Review of the endoscopy unit form, dated 12/19/15, found that the name of the patient (MR #1) is found as #15 out of 17 specimens recorded. Under the column labeled "# specimens" it is recorded as "2 polyps". This entry did not document the time of the removal of the specimens.

Review of the laboratory accession records for 12/19/14 found that there was no record of the laboratory receiving and accessioning this tissue specimen.

Review of laboratory policies and procedures on 7/1/15 found that there was no policy for the processing and transport of tissue specimens from the endoscopy unit. An undated policy titled "Cross check of endoscopy-Surgical specimens" was provided on 7/1/15, and the lab supervisor stated to the surveyor on 7/1/15 that this was not in effect on the date of this incident.

At interview with the Nursing supervisor of Endoscopy on 7/1/15, it was stated that the practice is for the pathology lab staff to make rounds every 2 hours to the endoscopy unit for the purpose of timely transport of tissue specimens from that unit to the lab.

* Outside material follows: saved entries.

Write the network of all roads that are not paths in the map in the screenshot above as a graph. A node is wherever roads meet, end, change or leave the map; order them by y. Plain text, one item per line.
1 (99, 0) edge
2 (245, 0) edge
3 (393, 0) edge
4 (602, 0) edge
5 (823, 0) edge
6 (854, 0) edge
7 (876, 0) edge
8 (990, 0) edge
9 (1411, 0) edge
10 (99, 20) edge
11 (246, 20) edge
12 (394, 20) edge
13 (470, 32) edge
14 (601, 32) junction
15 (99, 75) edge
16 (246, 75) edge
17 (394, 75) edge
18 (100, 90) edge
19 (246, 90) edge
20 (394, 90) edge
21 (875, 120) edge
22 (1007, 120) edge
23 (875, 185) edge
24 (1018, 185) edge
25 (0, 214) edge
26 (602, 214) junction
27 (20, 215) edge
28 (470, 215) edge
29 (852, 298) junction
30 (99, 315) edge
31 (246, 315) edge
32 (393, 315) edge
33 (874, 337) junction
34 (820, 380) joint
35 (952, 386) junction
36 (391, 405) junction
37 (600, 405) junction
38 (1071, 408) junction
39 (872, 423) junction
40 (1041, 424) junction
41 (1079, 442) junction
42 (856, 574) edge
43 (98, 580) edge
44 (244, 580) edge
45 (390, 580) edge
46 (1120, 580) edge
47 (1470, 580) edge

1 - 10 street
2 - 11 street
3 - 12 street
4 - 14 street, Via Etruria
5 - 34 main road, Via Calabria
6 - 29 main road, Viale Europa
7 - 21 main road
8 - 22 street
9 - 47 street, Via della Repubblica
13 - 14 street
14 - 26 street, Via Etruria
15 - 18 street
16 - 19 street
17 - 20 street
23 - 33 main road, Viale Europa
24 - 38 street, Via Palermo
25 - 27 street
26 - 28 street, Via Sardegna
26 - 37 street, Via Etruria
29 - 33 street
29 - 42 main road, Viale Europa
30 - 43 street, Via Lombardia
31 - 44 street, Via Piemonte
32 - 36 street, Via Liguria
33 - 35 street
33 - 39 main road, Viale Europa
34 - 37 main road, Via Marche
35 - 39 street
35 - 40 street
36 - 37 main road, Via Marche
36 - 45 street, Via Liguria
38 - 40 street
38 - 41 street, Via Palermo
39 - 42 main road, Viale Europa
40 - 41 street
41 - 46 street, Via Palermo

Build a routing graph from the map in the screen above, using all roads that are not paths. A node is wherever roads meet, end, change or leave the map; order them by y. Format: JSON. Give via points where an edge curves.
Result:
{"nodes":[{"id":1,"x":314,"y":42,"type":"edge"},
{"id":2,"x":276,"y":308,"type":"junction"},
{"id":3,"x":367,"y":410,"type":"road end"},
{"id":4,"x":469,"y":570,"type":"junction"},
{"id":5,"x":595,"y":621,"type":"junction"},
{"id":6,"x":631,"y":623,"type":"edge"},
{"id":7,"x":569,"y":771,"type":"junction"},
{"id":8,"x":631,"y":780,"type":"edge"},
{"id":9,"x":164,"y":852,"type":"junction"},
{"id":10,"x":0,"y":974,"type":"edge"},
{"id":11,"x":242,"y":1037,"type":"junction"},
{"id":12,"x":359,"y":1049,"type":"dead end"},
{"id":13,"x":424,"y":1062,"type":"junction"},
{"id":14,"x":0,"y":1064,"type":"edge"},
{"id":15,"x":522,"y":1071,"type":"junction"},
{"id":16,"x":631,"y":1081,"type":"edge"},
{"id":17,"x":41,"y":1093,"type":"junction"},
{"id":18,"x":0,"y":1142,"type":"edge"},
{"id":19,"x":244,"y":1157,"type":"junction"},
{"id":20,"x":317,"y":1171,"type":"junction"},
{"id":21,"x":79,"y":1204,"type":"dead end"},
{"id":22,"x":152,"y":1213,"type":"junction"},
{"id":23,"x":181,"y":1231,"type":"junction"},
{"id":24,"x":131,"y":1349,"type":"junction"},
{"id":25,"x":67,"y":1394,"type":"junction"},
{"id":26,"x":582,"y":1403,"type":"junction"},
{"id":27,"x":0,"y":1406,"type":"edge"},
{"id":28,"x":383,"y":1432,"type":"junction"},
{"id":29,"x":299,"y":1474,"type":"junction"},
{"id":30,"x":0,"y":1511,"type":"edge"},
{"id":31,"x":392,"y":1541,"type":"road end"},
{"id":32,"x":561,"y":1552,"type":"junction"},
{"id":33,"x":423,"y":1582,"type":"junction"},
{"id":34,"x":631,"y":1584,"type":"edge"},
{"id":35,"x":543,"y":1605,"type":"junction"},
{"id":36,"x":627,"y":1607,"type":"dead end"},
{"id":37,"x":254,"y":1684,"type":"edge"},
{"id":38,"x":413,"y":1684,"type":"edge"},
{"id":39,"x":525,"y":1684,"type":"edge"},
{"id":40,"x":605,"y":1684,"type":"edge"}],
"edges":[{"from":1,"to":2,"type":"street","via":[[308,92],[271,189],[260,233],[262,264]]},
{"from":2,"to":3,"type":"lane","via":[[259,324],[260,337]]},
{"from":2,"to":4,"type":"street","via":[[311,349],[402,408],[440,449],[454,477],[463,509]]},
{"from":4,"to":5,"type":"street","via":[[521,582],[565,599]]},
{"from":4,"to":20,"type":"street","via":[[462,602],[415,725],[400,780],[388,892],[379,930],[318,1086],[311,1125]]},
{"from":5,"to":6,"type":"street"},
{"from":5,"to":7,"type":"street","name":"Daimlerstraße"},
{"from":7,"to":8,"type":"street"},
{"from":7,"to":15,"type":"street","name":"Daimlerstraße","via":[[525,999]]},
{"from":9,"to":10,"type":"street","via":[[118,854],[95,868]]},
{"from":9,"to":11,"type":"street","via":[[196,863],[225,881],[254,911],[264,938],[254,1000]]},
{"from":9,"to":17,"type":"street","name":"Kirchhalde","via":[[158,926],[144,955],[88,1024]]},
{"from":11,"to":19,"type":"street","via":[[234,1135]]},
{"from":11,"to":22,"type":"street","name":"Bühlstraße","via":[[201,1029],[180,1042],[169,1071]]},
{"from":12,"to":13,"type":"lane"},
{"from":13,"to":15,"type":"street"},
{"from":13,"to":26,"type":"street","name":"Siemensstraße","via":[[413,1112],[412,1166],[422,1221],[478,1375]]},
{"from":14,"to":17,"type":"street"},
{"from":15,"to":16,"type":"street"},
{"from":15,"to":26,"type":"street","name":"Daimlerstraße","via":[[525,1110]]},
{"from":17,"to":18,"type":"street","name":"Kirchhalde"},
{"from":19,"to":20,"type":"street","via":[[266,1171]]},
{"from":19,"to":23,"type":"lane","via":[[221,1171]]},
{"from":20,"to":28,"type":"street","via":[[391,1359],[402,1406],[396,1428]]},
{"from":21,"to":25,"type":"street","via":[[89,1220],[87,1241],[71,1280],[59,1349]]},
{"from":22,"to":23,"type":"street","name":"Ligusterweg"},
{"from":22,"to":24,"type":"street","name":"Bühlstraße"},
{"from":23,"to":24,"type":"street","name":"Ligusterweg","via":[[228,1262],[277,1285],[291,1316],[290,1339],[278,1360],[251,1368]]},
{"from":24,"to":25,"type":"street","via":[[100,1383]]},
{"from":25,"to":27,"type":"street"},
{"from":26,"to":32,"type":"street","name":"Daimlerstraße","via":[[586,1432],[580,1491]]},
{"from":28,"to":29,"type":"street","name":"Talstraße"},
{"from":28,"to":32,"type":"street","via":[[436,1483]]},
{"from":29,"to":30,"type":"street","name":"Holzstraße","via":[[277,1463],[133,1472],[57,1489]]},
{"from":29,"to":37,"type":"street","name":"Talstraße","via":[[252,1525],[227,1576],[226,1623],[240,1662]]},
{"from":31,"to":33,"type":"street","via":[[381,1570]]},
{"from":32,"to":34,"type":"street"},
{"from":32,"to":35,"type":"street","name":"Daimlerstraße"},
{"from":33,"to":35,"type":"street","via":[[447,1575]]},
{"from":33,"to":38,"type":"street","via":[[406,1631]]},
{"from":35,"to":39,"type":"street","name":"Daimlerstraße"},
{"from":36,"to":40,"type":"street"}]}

This was validated by the clinical lab supervisor, who was also present during this interview on 7/1/15. On 7/2/15, the lab employee who was identified as the person who removed the bag with the 2 polyps from the endoscopy unit was interviewed with her laboratory supervisor, and she stated that she had "no memory of the incident". This employee was one of 3 persons who were accessioning that day.

During tour of the lab 7/2/15, the staff showed the bins that are utilized for the storage of specimens prior to accessioning. Those bins are not labeled. This observation, in which unaccessioned specimens arriving from units are placed in unlabeled bins in the laboratory, could represent potential risk for loss of specimens prior to the point of accessioning.
VIOLATION: MAINTENANCE OF PHYSICAL PLANT Tag No: A0701
Based on observation and staff interview, the hospital did not maintain the condition of the physical plant and the overall hospital environment in such a manner that the safety and well-being of patients are assured.


Findings include:

During a tour of the 4th floor Bernstein Pavilion building on the afternoon of 7/1/2015, the following were identified and brought to the attention of the Director of Engineering who promised to correct the deficiencies.
The following observations were noted during tour of the Psychiatric Unit:
1- The handle and a padlock on the refrigerator at the dining room represented risk for looping.
2- The electric wiring and the copper water coils behind the ice machine were not secure and impose a risk of looping.
3- There were many small drain flies observed in different areas of the Psychiatric Unit.
4- The handrails in the shower room next to the dining area were short and not completed from wall to wall, therefore, these handrails represent a looping risk.
5- The handrails inside all the bathrooms were not extended from wall to wall and being short, they impose a risk for looping.
6- The bulletin board on the wall of the corridor was not secured properly and had gaps around it, which impose a looping risk.
7- The rails of the handicapped shower imposed a looping risk.
8- The lips of the strike plates of all the doors frames were observed to be protruded metals and impose safety risk.